%%
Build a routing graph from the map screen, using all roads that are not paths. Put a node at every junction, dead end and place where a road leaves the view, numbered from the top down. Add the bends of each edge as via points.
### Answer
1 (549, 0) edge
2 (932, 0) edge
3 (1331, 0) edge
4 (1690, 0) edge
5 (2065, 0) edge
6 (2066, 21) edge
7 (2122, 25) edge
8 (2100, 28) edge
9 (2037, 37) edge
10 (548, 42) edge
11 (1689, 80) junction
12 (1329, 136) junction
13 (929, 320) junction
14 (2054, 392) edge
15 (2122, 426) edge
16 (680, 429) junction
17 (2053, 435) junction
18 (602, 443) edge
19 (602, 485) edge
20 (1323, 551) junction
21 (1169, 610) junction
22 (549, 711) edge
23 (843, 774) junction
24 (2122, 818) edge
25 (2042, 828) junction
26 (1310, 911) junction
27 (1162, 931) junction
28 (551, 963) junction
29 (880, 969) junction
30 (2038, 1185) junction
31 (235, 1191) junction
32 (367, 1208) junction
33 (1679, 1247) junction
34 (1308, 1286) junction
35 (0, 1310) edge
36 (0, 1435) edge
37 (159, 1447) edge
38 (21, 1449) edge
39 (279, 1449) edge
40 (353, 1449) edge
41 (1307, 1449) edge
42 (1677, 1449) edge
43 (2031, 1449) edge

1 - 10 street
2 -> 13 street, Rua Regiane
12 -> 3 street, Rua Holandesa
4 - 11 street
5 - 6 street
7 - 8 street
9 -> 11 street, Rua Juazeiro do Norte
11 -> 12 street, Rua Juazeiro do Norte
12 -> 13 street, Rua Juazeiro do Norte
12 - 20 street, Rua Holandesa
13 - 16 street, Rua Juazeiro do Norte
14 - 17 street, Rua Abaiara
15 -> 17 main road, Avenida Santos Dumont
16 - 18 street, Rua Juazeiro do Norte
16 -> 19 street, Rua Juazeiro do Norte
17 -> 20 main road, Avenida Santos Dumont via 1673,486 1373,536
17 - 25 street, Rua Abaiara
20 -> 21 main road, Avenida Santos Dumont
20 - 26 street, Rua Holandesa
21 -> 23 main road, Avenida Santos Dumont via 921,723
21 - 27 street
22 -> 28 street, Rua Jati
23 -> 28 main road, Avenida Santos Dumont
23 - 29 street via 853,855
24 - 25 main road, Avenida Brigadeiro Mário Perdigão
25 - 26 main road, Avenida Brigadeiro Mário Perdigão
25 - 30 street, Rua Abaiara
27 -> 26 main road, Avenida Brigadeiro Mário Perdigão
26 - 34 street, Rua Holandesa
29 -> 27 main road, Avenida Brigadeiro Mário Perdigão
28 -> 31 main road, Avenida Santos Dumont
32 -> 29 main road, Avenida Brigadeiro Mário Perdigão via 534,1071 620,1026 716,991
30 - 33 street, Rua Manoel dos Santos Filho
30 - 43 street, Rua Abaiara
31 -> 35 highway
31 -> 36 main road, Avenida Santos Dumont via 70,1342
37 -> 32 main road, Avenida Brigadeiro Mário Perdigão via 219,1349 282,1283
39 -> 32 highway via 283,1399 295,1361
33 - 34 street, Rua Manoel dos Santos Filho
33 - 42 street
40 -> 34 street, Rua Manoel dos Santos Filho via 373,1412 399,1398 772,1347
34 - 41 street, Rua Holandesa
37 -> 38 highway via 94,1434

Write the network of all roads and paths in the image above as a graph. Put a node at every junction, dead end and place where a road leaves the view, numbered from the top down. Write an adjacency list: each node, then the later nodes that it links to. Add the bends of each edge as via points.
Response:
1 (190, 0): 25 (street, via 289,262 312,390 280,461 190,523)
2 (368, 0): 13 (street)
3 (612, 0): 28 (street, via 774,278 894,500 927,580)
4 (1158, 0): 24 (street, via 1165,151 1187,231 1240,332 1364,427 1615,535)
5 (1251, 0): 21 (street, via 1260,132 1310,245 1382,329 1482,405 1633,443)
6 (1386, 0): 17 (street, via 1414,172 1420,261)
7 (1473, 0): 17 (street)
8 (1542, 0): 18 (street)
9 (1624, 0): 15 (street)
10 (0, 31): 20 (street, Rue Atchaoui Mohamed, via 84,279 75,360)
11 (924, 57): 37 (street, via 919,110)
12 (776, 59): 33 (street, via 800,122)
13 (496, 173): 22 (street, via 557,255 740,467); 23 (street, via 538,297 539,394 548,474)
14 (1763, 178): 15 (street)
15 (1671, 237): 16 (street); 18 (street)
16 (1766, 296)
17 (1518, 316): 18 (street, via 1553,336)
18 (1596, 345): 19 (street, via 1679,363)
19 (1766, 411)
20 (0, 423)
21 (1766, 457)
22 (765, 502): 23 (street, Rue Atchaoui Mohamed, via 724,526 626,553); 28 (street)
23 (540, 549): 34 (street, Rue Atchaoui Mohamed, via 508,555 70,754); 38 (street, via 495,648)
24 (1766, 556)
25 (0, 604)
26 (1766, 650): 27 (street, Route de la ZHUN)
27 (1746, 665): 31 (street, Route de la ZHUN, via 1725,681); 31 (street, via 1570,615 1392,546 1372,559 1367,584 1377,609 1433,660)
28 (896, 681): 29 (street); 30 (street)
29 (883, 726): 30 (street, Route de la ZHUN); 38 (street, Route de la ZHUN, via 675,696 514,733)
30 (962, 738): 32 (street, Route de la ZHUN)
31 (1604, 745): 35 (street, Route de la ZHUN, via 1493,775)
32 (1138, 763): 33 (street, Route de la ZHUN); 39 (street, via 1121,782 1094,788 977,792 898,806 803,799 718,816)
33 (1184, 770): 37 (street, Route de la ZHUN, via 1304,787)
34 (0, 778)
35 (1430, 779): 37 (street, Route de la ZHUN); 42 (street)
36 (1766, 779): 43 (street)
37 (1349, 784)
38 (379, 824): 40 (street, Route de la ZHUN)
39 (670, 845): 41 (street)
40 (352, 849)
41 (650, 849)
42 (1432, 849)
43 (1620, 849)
%%
Aim of the task: Copy every record exactly.

Output for this task:
Build a routing graph from the map screen, using all roads that are not paths. Put a node at every junction, dead end and place where a road leaves the view, numbered from the top down. Add the bends of each edge as via points.
### Answer
1 (549, 0) edge
2 (932, 0) edge
3 (1331, 0) edge
4 (1690, 0) edge
5 (2065, 0) edge
6 (2066, 21) edge
7 (2122, 25) edge
8 (2100, 28) edge
9 (2037, 37) edge
10 (548, 42) edge
11 (1689, 80) junction
12 (1329, 136) junction
13 (929, 320) junction
14 (2054, 392) edge
15 (2122, 426) edge
16 (680, 429) junction
17 (2053, 435) junction
18 (602, 443) edge
19 (602, 485) edge
20 (1323, 551) junction
21 (1169, 610) junction
22 (549, 711) edge
23 (843, 774) junction
24 (2122, 818) edge
25 (2042, 828) junction
26 (1310, 911) junction
27 (1162, 931) junction
28 (551, 963) junction
29 (880, 969) junction
30 (2038, 1185) junction
31 (235, 1191) junction
32 (367, 1208) junction
33 (1679, 1247) junction
34 (1308, 1286) junction
35 (0, 1310) edge
36 (0, 1435) edge
37 (159, 1447) edge
38 (21, 1449) edge
39 (279, 1449) edge
40 (353, 1449) edge
41 (1307, 1449) edge
42 (1677, 1449) edge
43 (2031, 1449) edge

1 - 10 street
2 -> 13 street, Rua Regiane
12 -> 3 street, Rua Holandesa
4 - 11 street
5 - 6 street
7 - 8 street
9 -> 11 street, Rua Juazeiro do Norte
11 -> 12 street, Rua Juazeiro do Norte
12 -> 13 street, Rua Juazeiro do Norte
12 - 20 street, Rua Holandesa
13 - 16 street, Rua Juazeiro do Norte
14 - 17 street, Rua Abaiara
15 -> 17 main road, Avenida Santos Dumont
16 - 18 street, Rua Juazeiro do Norte
16 -> 19 street, Rua Juazeiro do Norte
17 -> 20 main road, Avenida Santos Dumont via 1673,486 1373,536
17 - 25 street, Rua Abaiara
20 -> 21 main road, Avenida Santos Dumont
20 - 26 street, Rua Holandesa
21 -> 23 main road, Avenida Santos Dumont via 921,723
21 - 27 street
22 -> 28 street, Rua Jati
23 -> 28 main road, Avenida Santos Dumont
23 - 29 street via 853,855
24 - 25 main road, Avenida Brigadeiro Mário Perdigão
25 - 26 main road, Avenida Brigadeiro Mário Perdigão
25 - 30 street, Rua Abaiara
27 -> 26 main road, Avenida Brigadeiro Mário Perdigão
26 - 34 street, Rua Holandesa
29 -> 27 main road, Avenida Brigadeiro Mário Perdigão
28 -> 31 main road, Avenida Santos Dumont
32 -> 29 main road, Avenida Brigadeiro Mário Perdigão via 534,1071 620,1026 716,991
30 - 33 street, Rua Manoel dos Santos Filho
30 - 43 street, Rua Abaiara
31 -> 35 highway
31 -> 36 main road, Avenida Santos Dumont via 70,1342
37 -> 32 main road, Avenida Brigadeiro Mário Perdigão via 219,1349 282,1283
39 -> 32 highway via 283,1399 295,1361
33 - 34 street, Rua Manoel dos Santos Filho
33 - 42 street
40 -> 34 street, Rua Manoel dos Santos Filho via 373,1412 399,1398 772,1347
34 - 41 street, Rua Holandesa
37 -> 38 highway via 94,1434

Write the network of all roads and paths in the image above as a graph. Put a node at every junction, dead end and place where a road leaves the view, numbered from the top down. Write an adjacency list: each node, then the later nodes that it links to. Add the bends of each edge as via points.
Response:
1 (190, 0): 25 (street, via 289,262 312,390 280,461 190,523)
2 (368, 0): 13 (street)
3 (612, 0): 28 (street, via 774,278 894,500 927,580)
4 (1158, 0): 24 (street, via 1165,151 1187,231 1240,332 1364,427 1615,535)
5 (1251, 0): 21 (street, via 1260,132 1310,245 1382,329 1482,405 1633,443)
6 (1386, 0): 17 (street, via 1414,172 1420,261)
7 (1473, 0): 17 (street)
8 (1542, 0): 18 (street)
9 (1624, 0): 15 (street)
10 (0, 31): 20 (street, Rue Atchaoui Mohamed, via 84,279 75,360)
11 (924, 57): 37 (street, via 919,110)
12 (776, 59): 33 (street, via 800,122)
13 (496, 173): 22 (street, via 557,255 740,467); 23 (street, via 538,297 539,394 548,474)
14 (1763, 178): 15 (street)
15 (1671, 237): 16 (street); 18 (street)
16 (1766, 296)
17 (1518, 316): 18 (street, via 1553,336)
18 (1596, 345): 19 (street, via 1679,363)
19 (1766, 411)
20 (0, 423)
21 (1766, 457)
22 (765, 502): 23 (street, Rue Atchaoui Mohamed, via 724,526 626,553); 28 (street)
23 (540, 549): 34 (street, Rue Atchaoui Mohamed, via 508,555 70,754); 38 (street, via 495,648)
24 (1766, 556)
25 (0, 604)
26 (1766, 650): 27 (street, Route de la ZHUN)
27 (1746, 665): 31 (street, Route de la ZHUN, via 1725,681); 31 (street, via 1570,615 1392,546 1372,559 1367,584 1377,609 1433,660)
28 (896, 681): 29 (street); 30 (street)
29 (883, 726): 30 (street, Route de la ZHUN); 38 (street, Route de la ZHUN, via 675,696 514,733)
30 (962, 738): 32 (street, Route de la ZHUN)
31 (1604, 745): 35 (street, Route de la ZHUN, via 1493,775)
32 (1138, 763): 33 (street, Route de la ZHUN); 39 (street, via 1121,782 1094,788 977,792 898,806 803,799 718,816)
33 (1184, 770): 37 (street, Route de la ZHUN, via 1304,787)
34 (0, 778)
35 (1430, 779): 37 (street, Route de la ZHUN); 42 (street)
36 (1766, 779): 43 (street)
37 (1349, 784)
38 (379, 824): 40 (street, Route de la ZHUN)
39 (670, 845): 41 (street)
40 (352, 849)
41 (650, 849)
42 (1432, 849)
43 (1620, 849)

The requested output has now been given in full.